The lines you return should be those containing the string "Mittelstraße", taken from the data below.

BEGIN Data under study

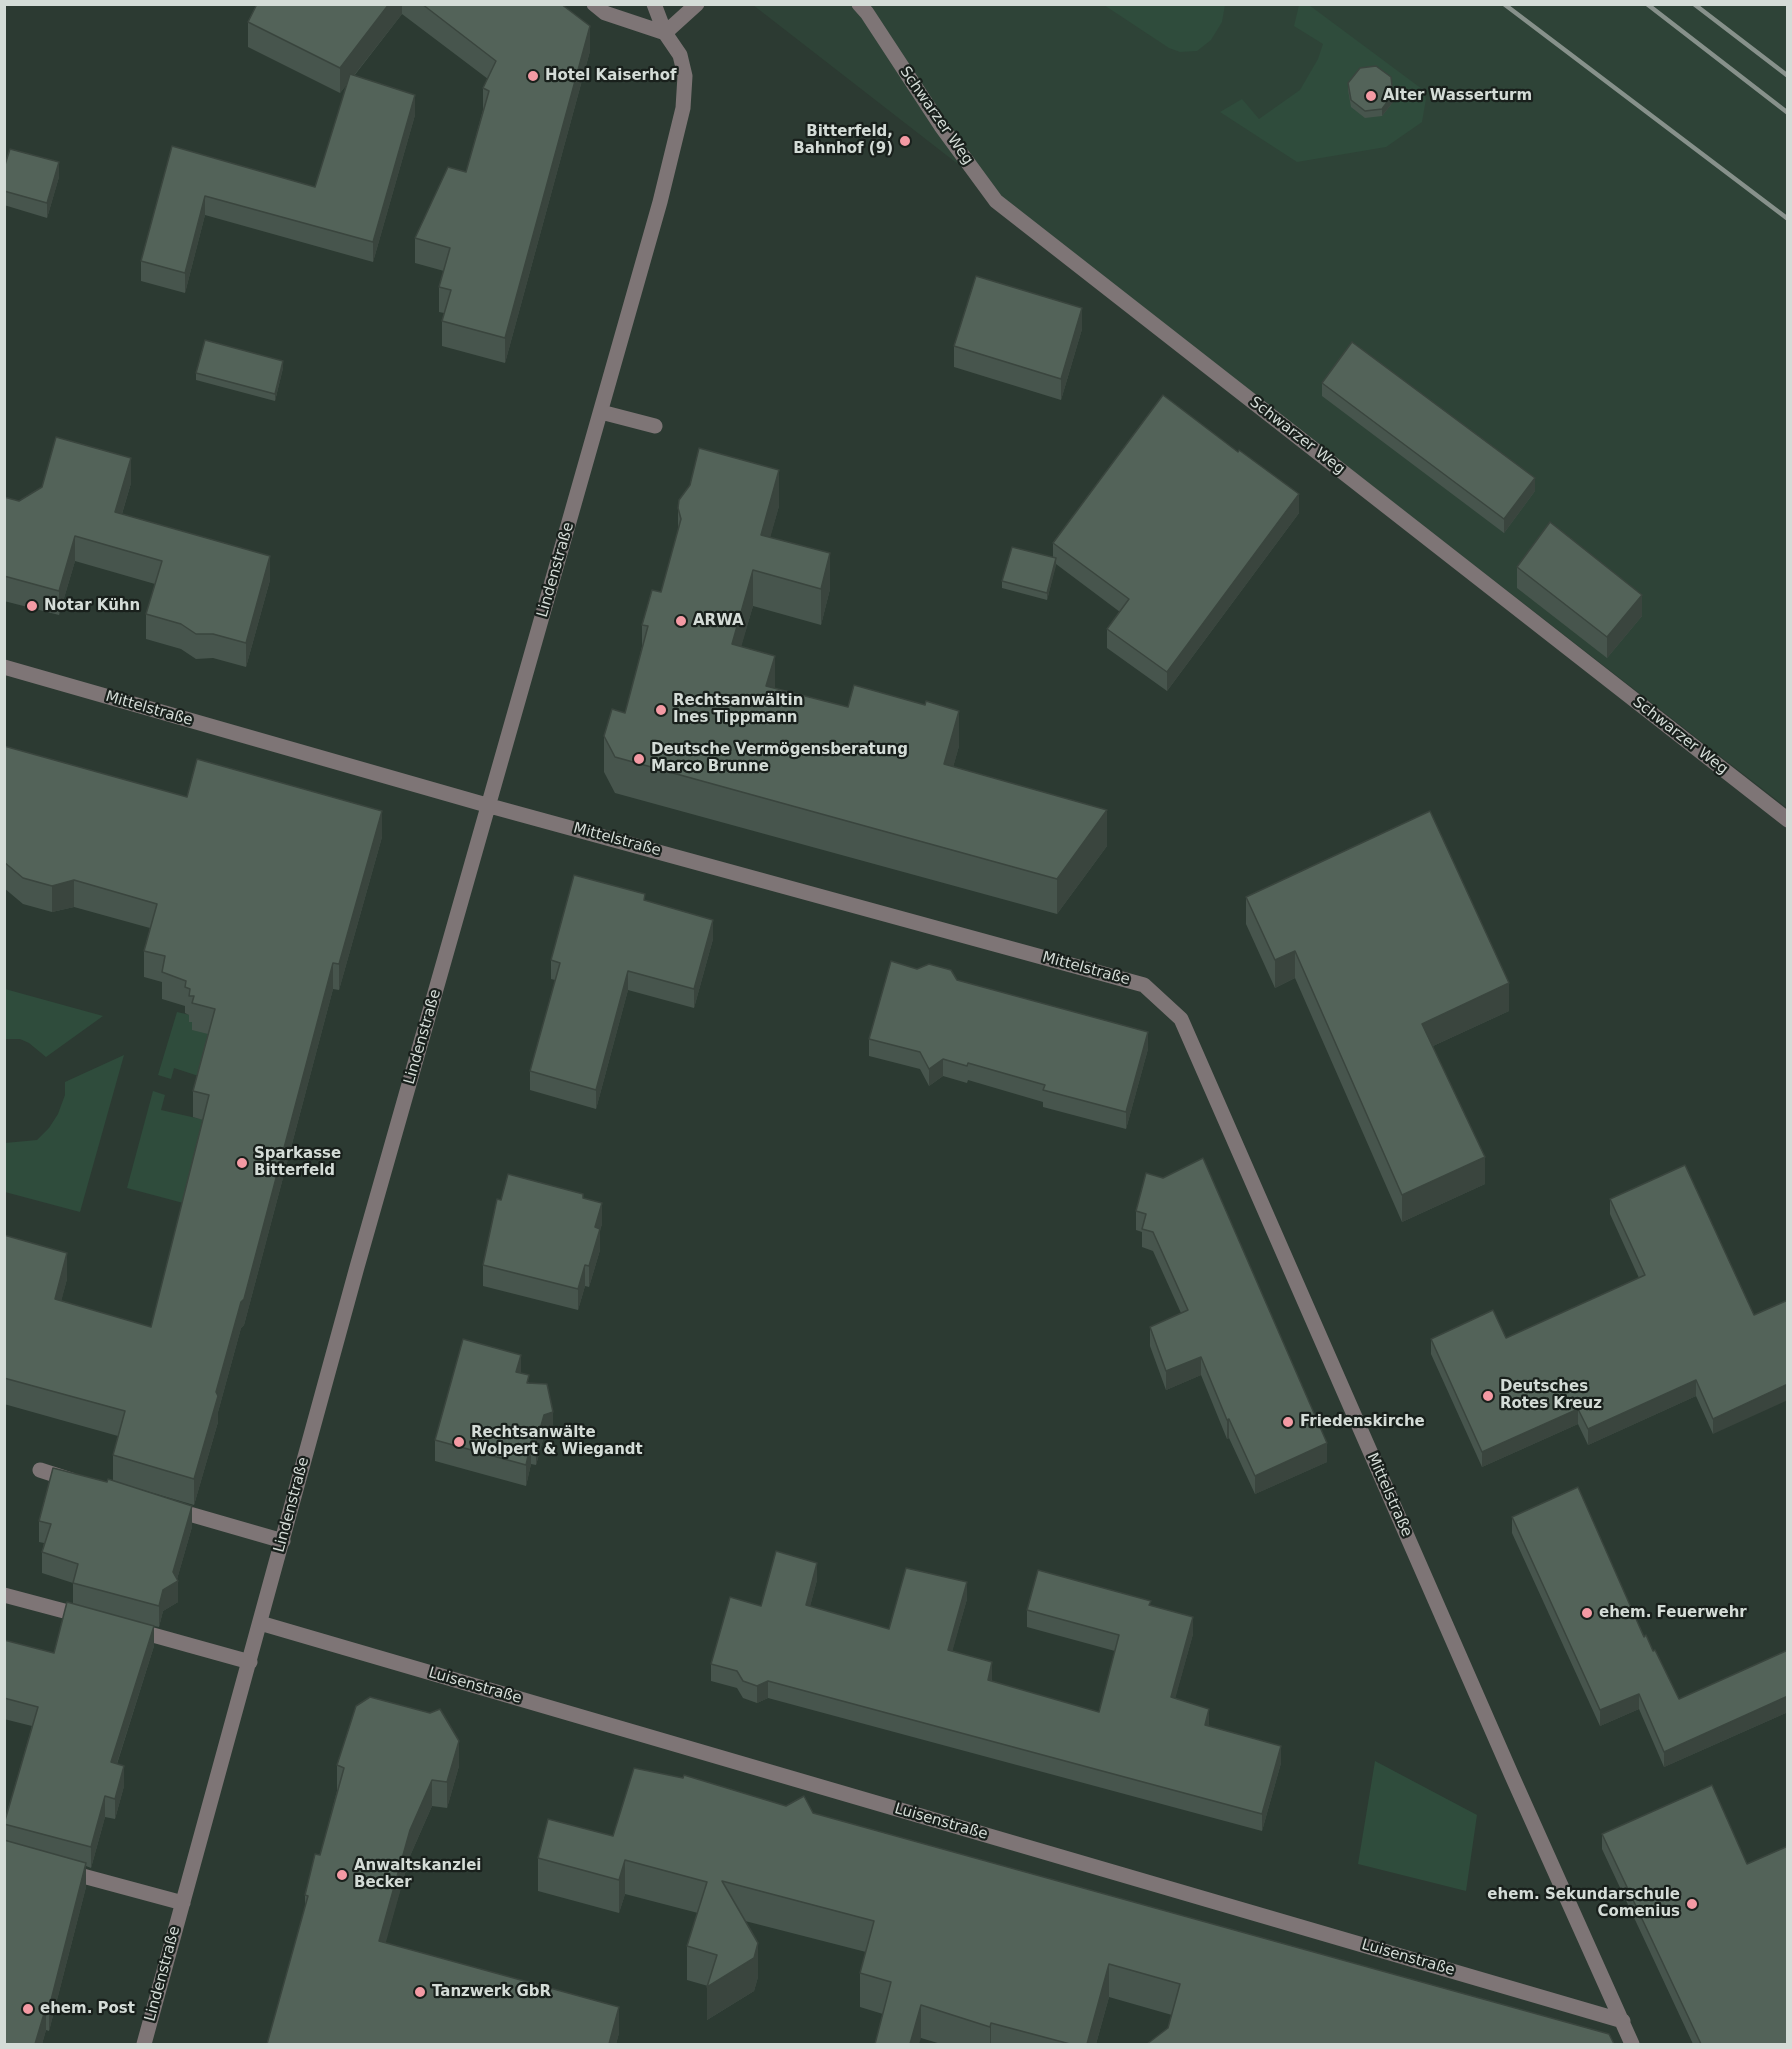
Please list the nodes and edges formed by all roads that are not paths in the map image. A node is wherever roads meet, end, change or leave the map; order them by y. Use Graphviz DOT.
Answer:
graph roads {
  1 [pos="594,4"];
  2 [pos="654,4"];
  3 [pos="697,4"];
  4 [pos="859,4"];
  5 [pos="665,33"];
  6 [pos="601,412"];
  7 [pos="655,426"];
  8 [pos="4,668"];
  9 [pos="490,806"];
  10 [pos="1788,820"];
  11 [pos="40,1470"];
  12 [pos="84,1483"];
  13 [pos="161,1506"];
  14 [pos="283,1541"];
  15 [pos="4,1595"];
  16 [pos="94,1619"];
  17 [pos="260,1623"];
  18 [pos="116,1625"];
  19 [pos="250,1662"];
  20 [pos="49,1866"];
  21 [pos="183,1903"];
  22 [pos="1623,2021"];
  23 [pos="144,2044"];
  24 [pos="1632,2044"];
  1 -- 5 [label="street"];
  2 -- 5 [label="street, Lindenstraße"];
  3 -- 5 [label="street"];
  4 -- 10 [label="street, Schwarzer Weg"];
  5 -- 6 [label="street, Lindenstraße"];
  6 -- 7 [label="street"];
  6 -- 9 [label="street, Lindenstraße"];
  8 -- 9 [label="street, Mittelstraße"];
  9 -- 14 [label="street, Lindenstraße"];
  9 -- 22 [label="street, Mittelstraße"];
  11 -- 12 [label="street"];
  13 -- 14 [label="street"];
  14 -- 17 [label="street, Lindenstraße"];
  15 -- 16 [label="street"];
  17 -- 19 [label="street, Lindenstraße"];
  17 -- 22 [label="street, Luisenstraße"];
  18 -- 19 [label="street"];
  19 -- 21 [label="street, Lindenstraße"];
  20 -- 21 [label="street"];
  21 -- 23 [label="street, Lindenstraße"];
  22 -- 24 [label="street, Mittelstraße"];
}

END Data under study

Finished exercise —
  8 -- 9 [label="street, Mittelstraße"];
  9 -- 22 [label="street, Mittelstraße"];
  22 -- 24 [label="street, Mittelstraße"];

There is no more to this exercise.